I used to fall asleep in church during sermons. The way it would work is we would find a seat, the organ would play, the choir would come in and sing, everyone would sing and then greet each other, more singing, take up money, THEN as the preacher would start talking, I would lay down in the pew, put my head in my father’s lap, and not wake up until the music started again. That was church for me as a kid, and for some people it still is.
I was baptized in the 3rd grade after walking the aisle during a revival at
I regularly went to church until sometime during the 4th grade. My dad had stopped going for the most part, and so I started playing sick on Sunday mornings. Mom would come in and tell me to get out of bed. I would say I didn’t feel good. She’d tell me to get up and dressed. Dad would defend me and say I could stay home with him. Then as soon as mom would go, I would feel so much better. I would watch westerns and wrestling and sometimes dad and I would just work out in the garage fixing cars. Okay, I would play and dad would work on cars.
People from the church would send me little postcards saying they missed me. Even though I wanted to, I was afraid to go back. In Sunday School they kept an attendance chart that was covered in stars for those “faithful” children. I was afraid of what that chart would look like after a couple years, so that fear kept me from going with mom.
I remember sometime in the 6th grade playing war hero in the backyard. I was unhappy with my life and I wanted God to fix it. I remember looking up in the sky over the house and praying out loud, “God, if you’re really there, then give me a million dollars right now and make me the most powerful man in the world.” (I know. It hurts.) Well, I gave God a whopping 10 seconds, and I remember praying, “I didn’t think you could do it.” Then I did something that really hurt the whole “age of accountability” thing. I prayed, “Satan, if you’re really there, then you give me a million dollars and make me the most powerful man in the world. " At that moment, I knew I had crossed a line. I got this uneasy feeling in my gut, and I knew right then that if I died I would go to Hell.
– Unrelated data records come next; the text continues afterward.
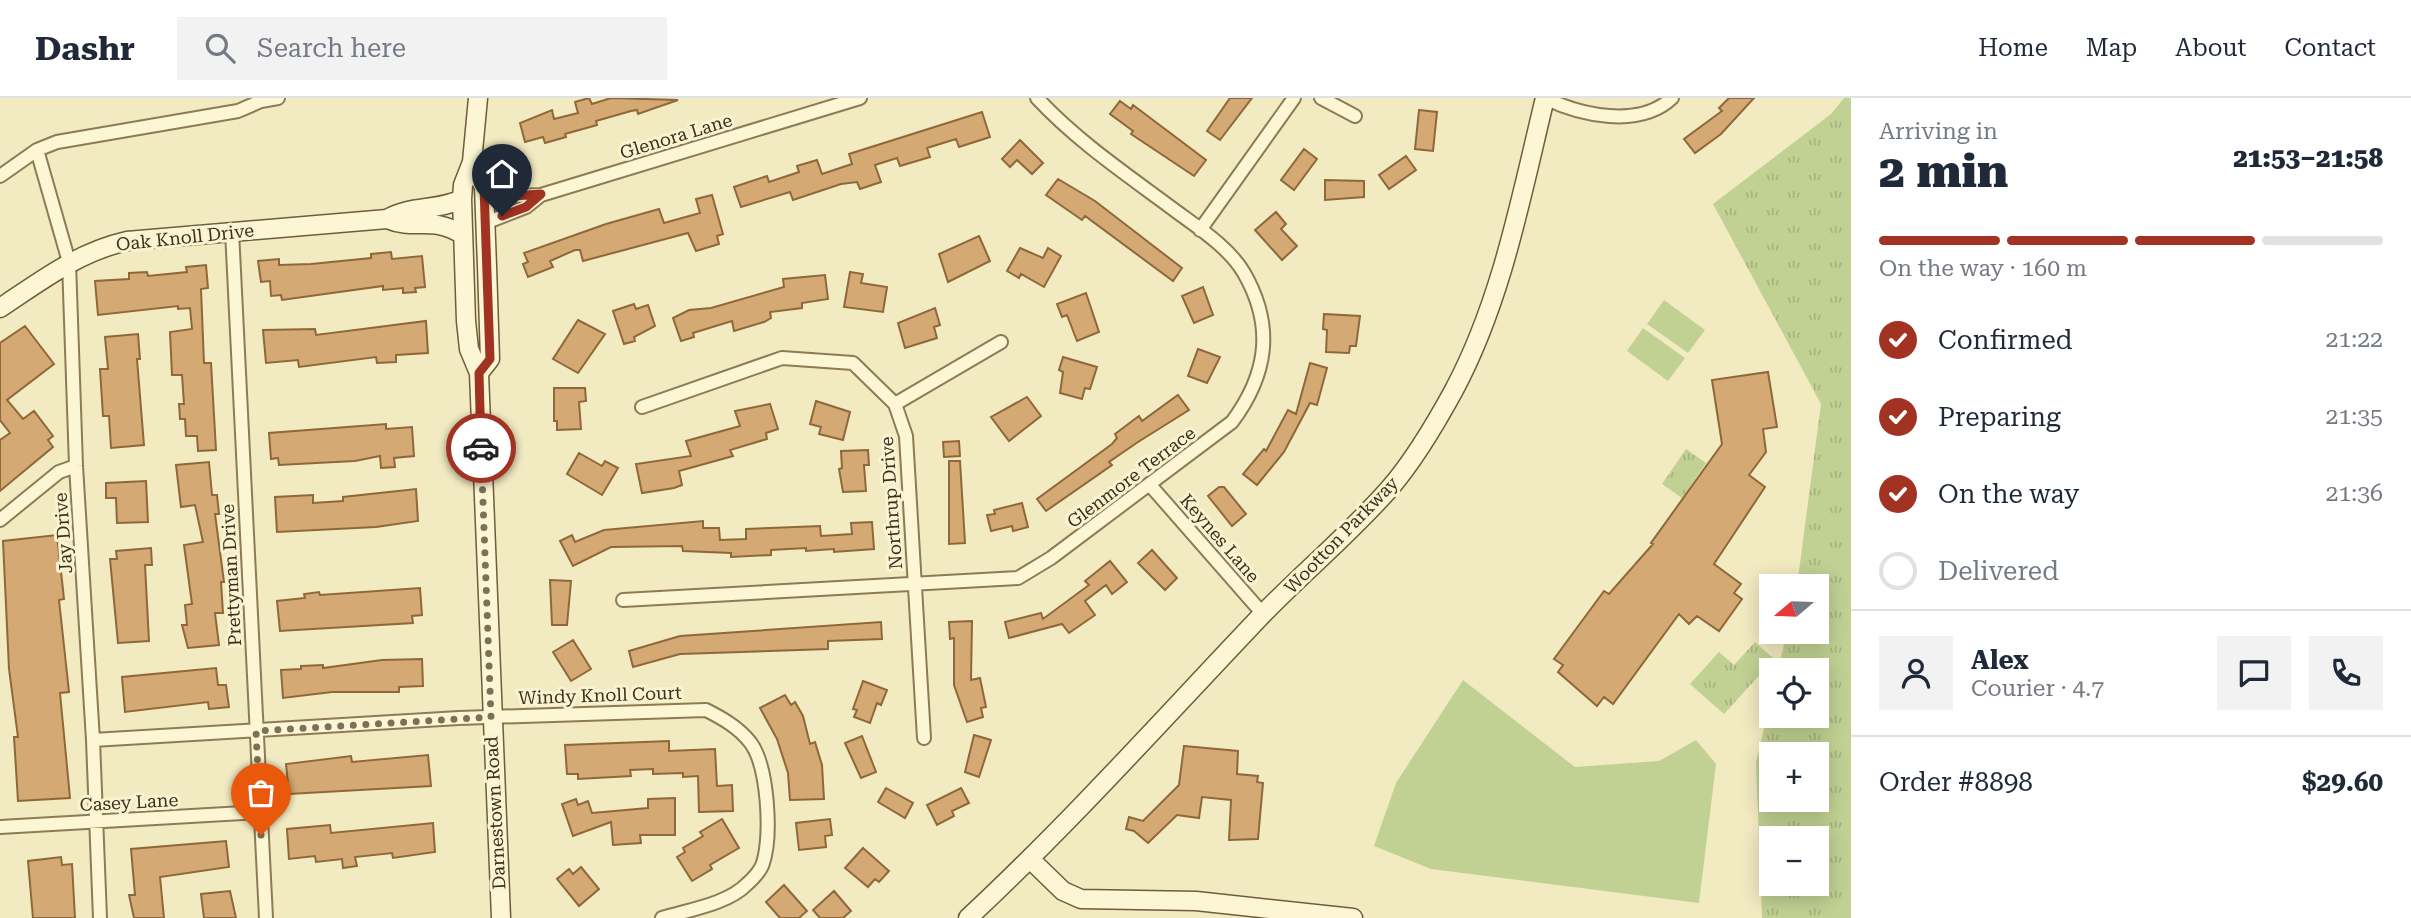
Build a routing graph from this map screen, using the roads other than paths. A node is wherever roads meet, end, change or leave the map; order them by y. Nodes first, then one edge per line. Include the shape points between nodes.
1 (278, 98) edge
2 (478, 98) edge
3 (860, 98) edge
4 (1037, 98) edge
5 (1294, 98) edge
6 (1321, 98) edge
7 (1545, 98) edge
8 (1672, 98) edge
9 (261, 99) edge
10 (1355, 116) dead end
11 (37, 150) junction
12 (472, 162) junction
13 (0, 176) edge
14 (484, 187) junction
15 (541, 194) junction
16 (462, 199) junction
17 (387, 219) junction
18 (485, 223) junction
19 (1200, 230) junction
20 (232, 231) junction
21 (463, 235) junction
22 (69, 262) junction
23 (465, 291) junction
24 (0, 308) edge
25 (1001, 342) dead end
26 (479, 373) junction
27 (895, 404) junction
28 (642, 407) dead end
29 (76, 466) junction
30 (1150, 485) junction
31 (0, 520) edge
32 (914, 585) junction
33 (624, 600) dead end
34 (1262, 614) junction
35 (491, 717) junction
36 (256, 731) junction
37 (924, 738) dead end
38 (93, 740) junction
39 (260, 812) junction
40 (97, 822) junction
41 (0, 827) edge
42 (1031, 860) junction
43 (100, 918) edge
44 (267, 918) edge
45 (501, 918) edge
46 (662, 918) edge
47 (968, 918) edge
48 (1353, 918) edge

1 - 9 street
2 - 12 main road, Darnestown Road
3 - 15 street, Glenora Lane
4 - 19 street, Glenmore Terrace via 1063,127
5 - 19 street
6 - 10 street
7 - 8 street via 1598,116 1639,113
7 - 34 main road, Wootton Parkway via 1506,258 1454,390 1391,487
9 - 11 street via 238,111 57,142
11 - 13 street
11 - 22 street, Jay Drive
12 - 14 main road, Darnestown Road
12 - 16 main road, Darnestown Road
14 - 15 street, Glenora Lane via 514,196
14 - 18 main road, Darnestown Road
15 - 18 street, Glenora Lane via 526,207
16 - 17 main road, Oak Knoll Drive via 445,208 399,211
16 - 21 main road, Darnestown Road
17 - 20 main road, Oak Knoll Drive
17 - 21 main road, Oak Knoll Drive via 400,224 445,225
18 - 23 main road
18 - 26 main road, Darnestown Road via 490,359
19 - 30 street, Glenmore Terrace via 1244,273 1258,304 1262,364 1252,395 1232,422
20 - 22 main road, Oak Knoll Drive via 127,241 101,246
20 - 36 street, Prettyman Drive
21 - 23 main road, Darnestown Road
22 - 24 main road, Oak Knoll Drive
22 - 29 street, Jay Drive
23 - 26 main road, Darnestown Road via 469,349
25 - 27 street
26 - 35 main road, Darnestown Road
27 - 28 street, Northrup Drive via 853,363 782,358
27 - 32 street, Northrup Drive via 906,436
29 - 31 street via 59,472
29 - 38 street, Jay Drive
30 - 32 street, Glenmore Terrace via 1018,578
30 - 34 street, Keynes Lane
32 - 33 street, Glenmore Terrace
32 - 37 street, Northrup Drive
34 - 42 main road, Wootton Parkway
35 - 36 street, Windy Knoll Court
35 - 45 main road, Darnestown Road
35 - 46 street, Windy Knoll Court via 706,710 727,720 750,742 761,769 769,837 762,866 734,895
36 - 38 street, Windy Knoll Court
36 - 39 street, Prettyman Drive
38 - 40 street, Jay Drive
39 - 40 street, Casey Lane
39 - 44 street, Prettyman Drive
40 - 41 street, Casey Lane
40 - 43 street, Jay Drive
42 - 47 main road, Wootton Parkway
42 - 48 main road via 1062,891 1081,899 1196,901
For a while I struggled with my fear of going to church, but eventually we all went. It might have been Easter. I don’t remember the day, just that it was spring-time. I don’t remember anything about Sunday School, the music or the sermon. During the invitation the pastor Sandy Sandlin said, “Now draw an imaginary circle around yourself, and it’s just you and God in that circle. Now tell God why He should let you into His Heaven.” I didn’t have an answer. I knew I was a sinner. I knew I was going to Hell. He led anyone that wanted to become a Christian in a prayer, and I prayed it with all my heart. On that day, I was changed. God bought me, cleansed me, and adopted me.
I didn’t go back to church until the 7th grade started and fortunately they didn’t still have those attendance charts up. I looked. The youth group was one of the best things that ever happened to me. Craig Lile made sure that there was some kind of Bible lesson at every activity. I learned so much.
I didn’t get baptized until after Joyce and I had started going to Scotland Baptist Church 7 or 8 years later. Today, I know who owns me and is still transforming me into the image of His Son Jesus. This is my story. This is my salvation, and I am so thankful for a God that never gave up on me.